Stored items

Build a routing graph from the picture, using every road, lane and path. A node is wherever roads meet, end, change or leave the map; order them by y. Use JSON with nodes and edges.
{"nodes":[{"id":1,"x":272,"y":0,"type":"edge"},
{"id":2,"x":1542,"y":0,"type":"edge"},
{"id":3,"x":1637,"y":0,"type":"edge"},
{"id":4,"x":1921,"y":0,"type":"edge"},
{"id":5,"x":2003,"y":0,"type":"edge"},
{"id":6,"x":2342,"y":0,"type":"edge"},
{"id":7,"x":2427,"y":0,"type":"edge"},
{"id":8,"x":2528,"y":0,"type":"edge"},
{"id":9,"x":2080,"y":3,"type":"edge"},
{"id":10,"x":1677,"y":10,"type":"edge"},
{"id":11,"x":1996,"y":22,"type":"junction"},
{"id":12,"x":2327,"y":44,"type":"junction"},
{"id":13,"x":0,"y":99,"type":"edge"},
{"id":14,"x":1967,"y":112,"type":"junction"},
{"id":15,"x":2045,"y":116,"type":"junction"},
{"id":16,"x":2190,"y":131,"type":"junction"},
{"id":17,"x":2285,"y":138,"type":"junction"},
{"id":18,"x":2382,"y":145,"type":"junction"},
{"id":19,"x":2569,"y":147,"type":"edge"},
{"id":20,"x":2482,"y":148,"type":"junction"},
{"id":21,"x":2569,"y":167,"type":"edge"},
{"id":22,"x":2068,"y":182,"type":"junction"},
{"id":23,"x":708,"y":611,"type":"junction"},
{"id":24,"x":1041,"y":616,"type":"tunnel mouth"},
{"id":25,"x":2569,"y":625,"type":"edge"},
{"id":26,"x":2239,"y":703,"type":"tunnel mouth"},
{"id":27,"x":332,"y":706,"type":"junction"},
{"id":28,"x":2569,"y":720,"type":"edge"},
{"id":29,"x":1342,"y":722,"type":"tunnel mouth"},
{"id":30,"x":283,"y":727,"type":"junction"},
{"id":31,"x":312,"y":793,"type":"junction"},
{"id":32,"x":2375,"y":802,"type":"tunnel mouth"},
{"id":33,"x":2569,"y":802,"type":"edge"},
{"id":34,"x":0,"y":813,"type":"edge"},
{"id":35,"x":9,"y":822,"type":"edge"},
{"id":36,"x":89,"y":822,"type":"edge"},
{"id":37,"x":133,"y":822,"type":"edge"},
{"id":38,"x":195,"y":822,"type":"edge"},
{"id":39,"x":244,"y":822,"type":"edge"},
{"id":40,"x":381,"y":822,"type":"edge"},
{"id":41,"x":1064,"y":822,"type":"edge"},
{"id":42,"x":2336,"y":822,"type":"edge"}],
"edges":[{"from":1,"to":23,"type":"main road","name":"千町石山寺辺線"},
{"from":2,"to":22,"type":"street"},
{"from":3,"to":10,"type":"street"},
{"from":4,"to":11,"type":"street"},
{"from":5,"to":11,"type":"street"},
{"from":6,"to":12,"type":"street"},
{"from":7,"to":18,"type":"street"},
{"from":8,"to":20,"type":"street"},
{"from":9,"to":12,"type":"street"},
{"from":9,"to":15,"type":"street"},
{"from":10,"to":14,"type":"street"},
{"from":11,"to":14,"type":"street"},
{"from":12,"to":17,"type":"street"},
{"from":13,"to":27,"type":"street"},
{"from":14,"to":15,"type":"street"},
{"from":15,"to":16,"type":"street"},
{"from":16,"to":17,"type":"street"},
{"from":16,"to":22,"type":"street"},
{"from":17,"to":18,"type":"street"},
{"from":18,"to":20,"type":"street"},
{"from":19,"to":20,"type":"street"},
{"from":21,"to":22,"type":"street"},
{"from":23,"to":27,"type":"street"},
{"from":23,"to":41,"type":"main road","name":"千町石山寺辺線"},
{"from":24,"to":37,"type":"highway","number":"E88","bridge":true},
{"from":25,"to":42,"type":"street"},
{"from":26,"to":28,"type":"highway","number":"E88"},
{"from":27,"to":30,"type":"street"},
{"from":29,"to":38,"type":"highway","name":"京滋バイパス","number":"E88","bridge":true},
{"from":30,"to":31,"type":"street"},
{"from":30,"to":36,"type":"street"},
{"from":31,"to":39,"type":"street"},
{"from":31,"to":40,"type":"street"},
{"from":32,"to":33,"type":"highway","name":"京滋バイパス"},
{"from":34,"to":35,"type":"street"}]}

**TO DO:**
Look through the records for the word "road". Every line that has it should be copied.

**RESULT OF THIS TASK:**
Build a routing graph from the picture, using every road, lane and path. A node is wherever roads meet, end, change or leave the map; order them by y. Use JSON with nodes and edges.
"edges":[{"from":1,"to":23,"type":"main road","name":"千町石山寺辺線"},
{"from":23,"to":41,"type":"main road","name":"千町石山寺辺線"},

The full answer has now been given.